Deep Learning-based Mutational Signature Caller for MSK-IMPACT Data
DeepSig contains single-base substitution (SBS) mutational signature inference tools intended for data sets derived from targeted sequencing (MSK-IMPACT) platforms. Models for major cancer types, pre-trained using synthetic data derived from whole-genome seqeuencing (WGS) mutational catalogs and matched to corresponding MSK-IMPACT data, are used to predict presence of all reference signatures in a new clinical sample based on estimated precision.
For a single sample or a small cohort derived from MSK-IMPACT, the main workflow comprises extracting signature scores using a cancer type-specific model, making discrete ternary calls, and estimating exposures (number of mutations attributed to each signature).
Input data are of the form of catalog matrix:
Sample_ID | A[C>A]A | A[C>A]C | A[C>A]G | A[C>A]T | C[C>A]A |
---|---|---|---|---|---|
Tumor_Sample_Barcode_1 | 0 | 3 | 5 | 0 | 0 |
Tumor_Sample_Barcode_2 | 2 | 1 | 1 | 2 | 0 |
Tumor_Sample_Barcode_3 | 5 | 0 | 0 | 1 | 1 |
Column names are the the set of categories to which mutation data from sequencing experiments have been classified
(Sample_ID
column name is absent in the actual file). These trinucleotide contexts are the pyrimidine bases
before and after mutation flanked by upstream and downstream nucleotides (96 in total). Each row corresponding
to Tumor_Sample_Barcode
contains non-negative counts of single nucleotide variants (SNVs).
This trinucleotide matrix can be generated using the utility function maf2cat3.
MAF files can be generated from VCF files using vcf2maf.
Note: the output from [maf2cat3] needs to be transposed so that rows contain samples.
The function
DL.call(catalog, cancer.type = 'pancancer', model.path = './.DeepSig', min.attr = 1, ...)
will find the pre-trained model corresponding to cancer.type
and perform signature fitting and filtering.
The cancer.type
argument is used to choose among pre-trained models:
Cancer type | cancer.type | OncoTree | ICGC/PCAWG | TCGA |
---|---|---|---|---|
Breat cancer | breast | Breast | Breast | BRCA |
Ovarian cancer | ovary | Ovary/Fallopian Tube | Ovary | OV |
Prostate cancer | prostate | Prostate | Prostate | PRAD |
Pancreatic cancer | pancreas | Pancreas | Pancreas | PAAD |
Bladder cancer | bladder | Bladder/Urinary Tract | Bladder | BLCA |
Colorectal cancer | colorect | Bowel | Colorectal | COAD |
Melanoma | skin | Skin | Skin | SKCM |
Glioma | cns | CNS/Brain | CNS | GBM |
Non-small cell lung cancer | nsclc | Lung | Lung | LUAD/LUSC |
Small cell lung cancer | sclc | CSCLC | ||
Head and neck cancer | head_neck | Head and Neck | Head | HNSC |
Renal cell carcinoma | kidney | Kidney | Kidney | KICH/KIRC/KIRP |
Endometrial cancer | uterus | Uterus | Uterus | UCEC |
Esophagogastric cancer | esophagus | Esophagus/Stomach | Esophagus | ESCA/STAD |
Germ cell tumor | gct | TGCT | ||
Pan-cancer model | pancancer |
Input argument cancer.type
will be checked against the second column above.
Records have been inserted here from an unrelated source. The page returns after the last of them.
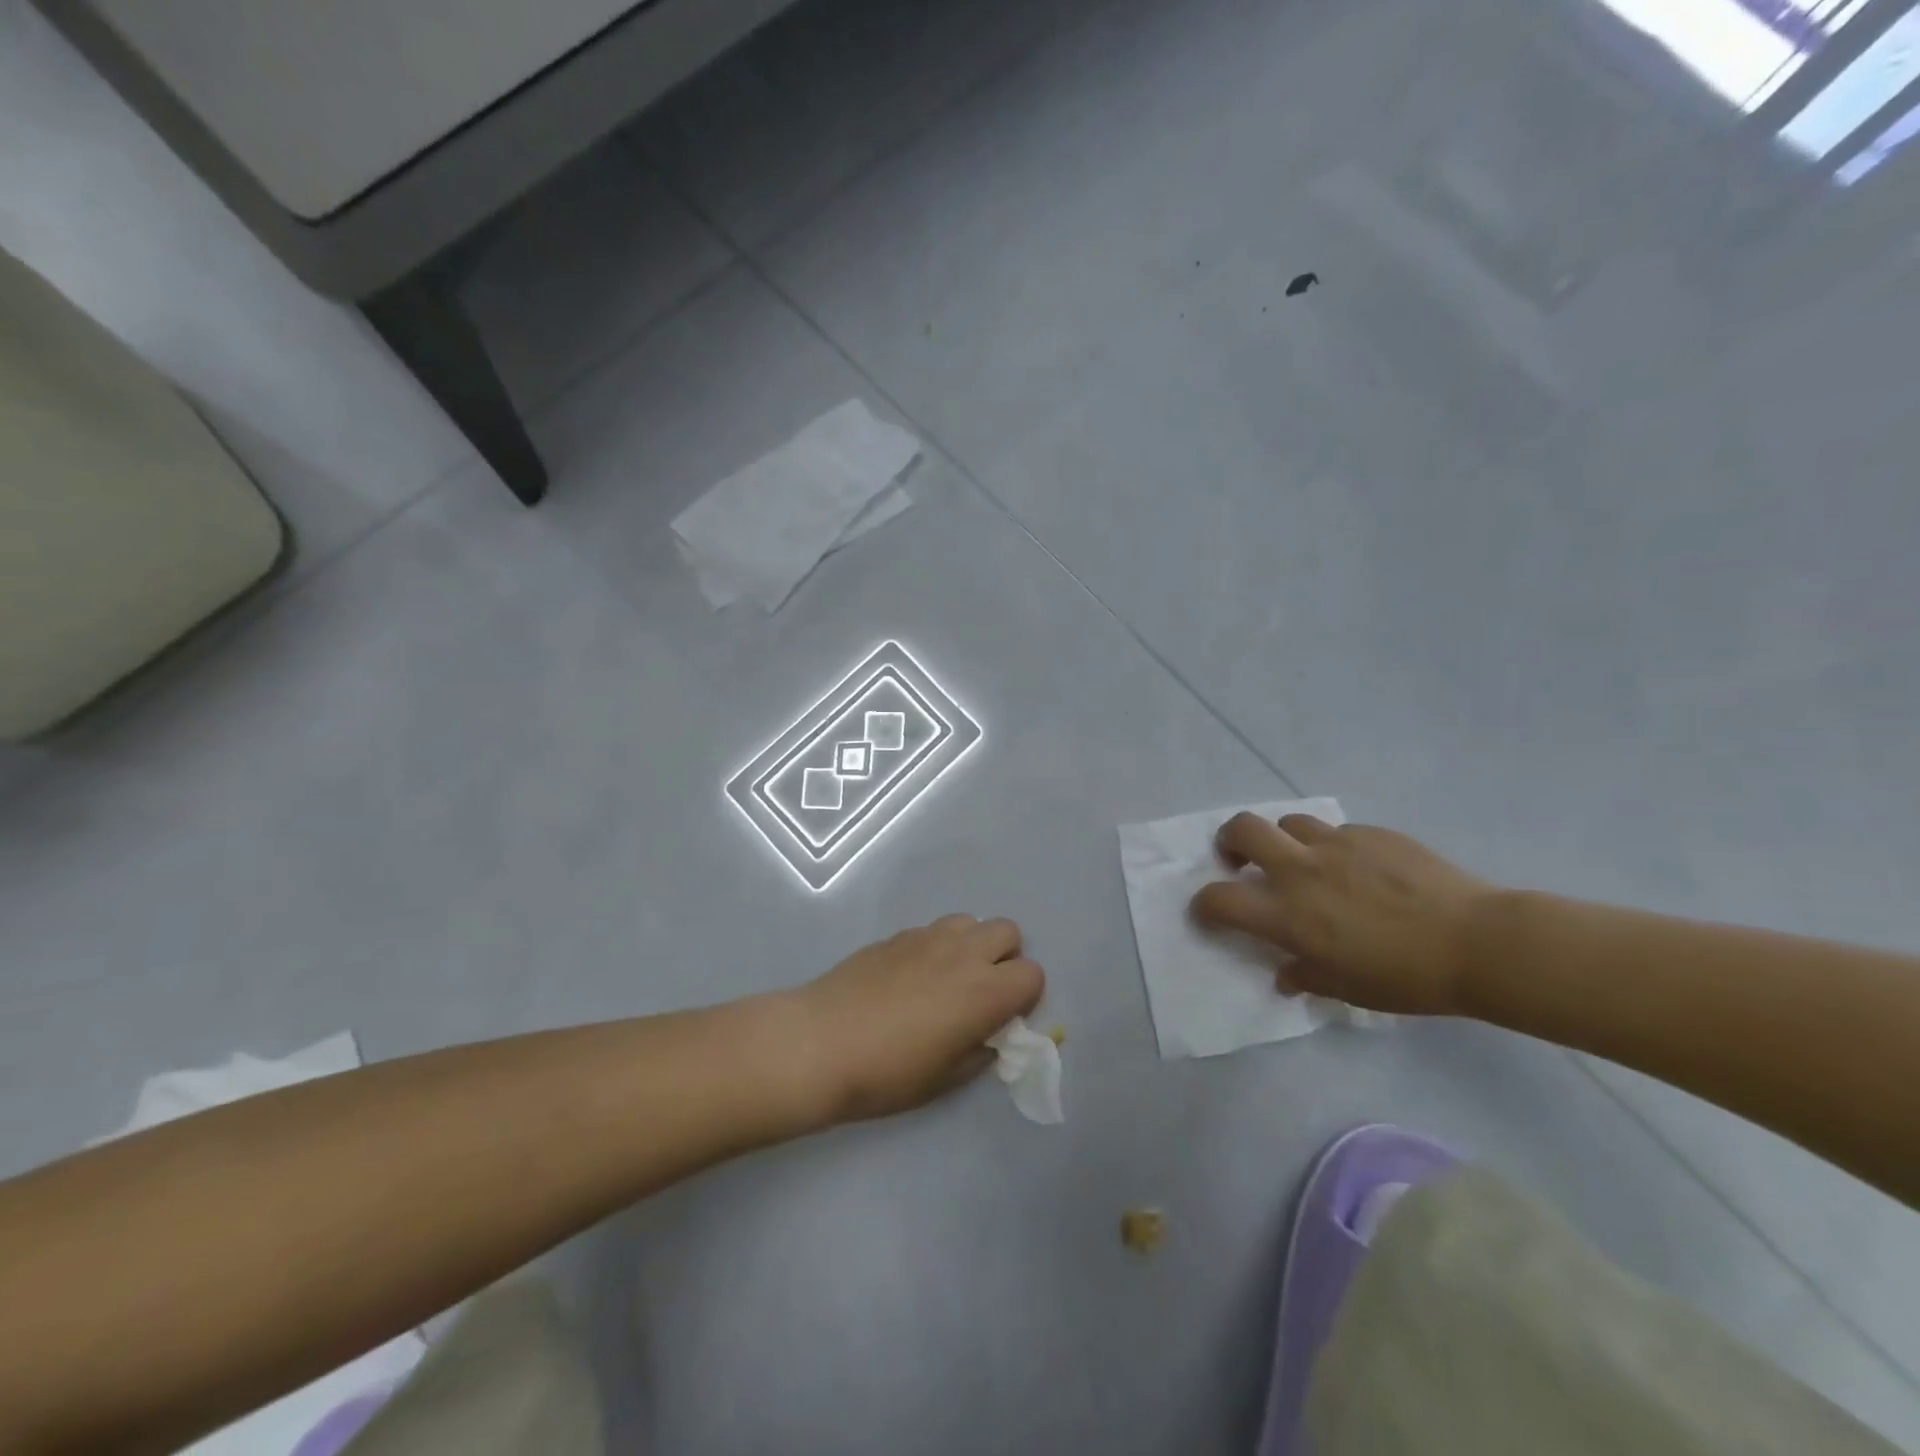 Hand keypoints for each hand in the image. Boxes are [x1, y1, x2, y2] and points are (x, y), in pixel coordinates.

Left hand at [794, 915, 1044, 1123]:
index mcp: (986, 991)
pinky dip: (936, 947)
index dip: (1025, 997)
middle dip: (1005, 959)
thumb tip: (989, 1035)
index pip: (1034, 974)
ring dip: (971, 946)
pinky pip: (933, 930)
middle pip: (1008, 932)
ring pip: (970, 922)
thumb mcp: (946, 1079)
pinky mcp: (897, 934)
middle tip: (980, 992)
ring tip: (947, 978)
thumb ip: (981, 1050)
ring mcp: (928, 937)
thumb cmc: (888, 1073)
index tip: (1003, 1018)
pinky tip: (909, 977)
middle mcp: (964, 953)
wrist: (820, 1043)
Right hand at [1190, 814, 1493, 1015]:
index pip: (1219, 899)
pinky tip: (1360, 869)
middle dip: (1230, 841)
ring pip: (1289, 822)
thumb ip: (1307, 976)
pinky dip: (1333, 846)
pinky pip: (1337, 831)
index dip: (1204, 904)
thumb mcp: (1348, 989)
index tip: (1210, 913)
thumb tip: (1286, 974)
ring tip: (1304, 861)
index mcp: (1289, 915)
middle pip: (1242, 829)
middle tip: (1241, 860)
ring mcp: (1337, 844)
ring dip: (1284, 840)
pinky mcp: (1371, 832)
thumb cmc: (1407, 978)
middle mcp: (1301, 870)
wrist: (1479, 942)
If it does not match one, it will be
thought of as an oncoTree code, and an attempt will be made to match it to cancer.type
using oncoTree(). This matching of oncotree code to cancer.type
is mostly based on the top-level tissue
name of oncotree hierarchy, except for germ cell tumor and sclc
.
If cancer.type
does not match an oncotree code, it will be thought of as a custom model (see below).
In general, the choice of which model to apply for a cohort should be based on the knowledge of how similar the cohort
is to one of the tissue of origin-based cancer types above. For rare cancer types, cancer of unknown primary, and samples
for which signatures not in the reference might be expected (e.g., lung cancer samples with history of treatment with
temozolomide or hypermutation with POLE oncogenic mutations), pancancer
model can be used. The drawback of pancacer
model is
that detection precision and recall are generally lower than cancer type-specific models.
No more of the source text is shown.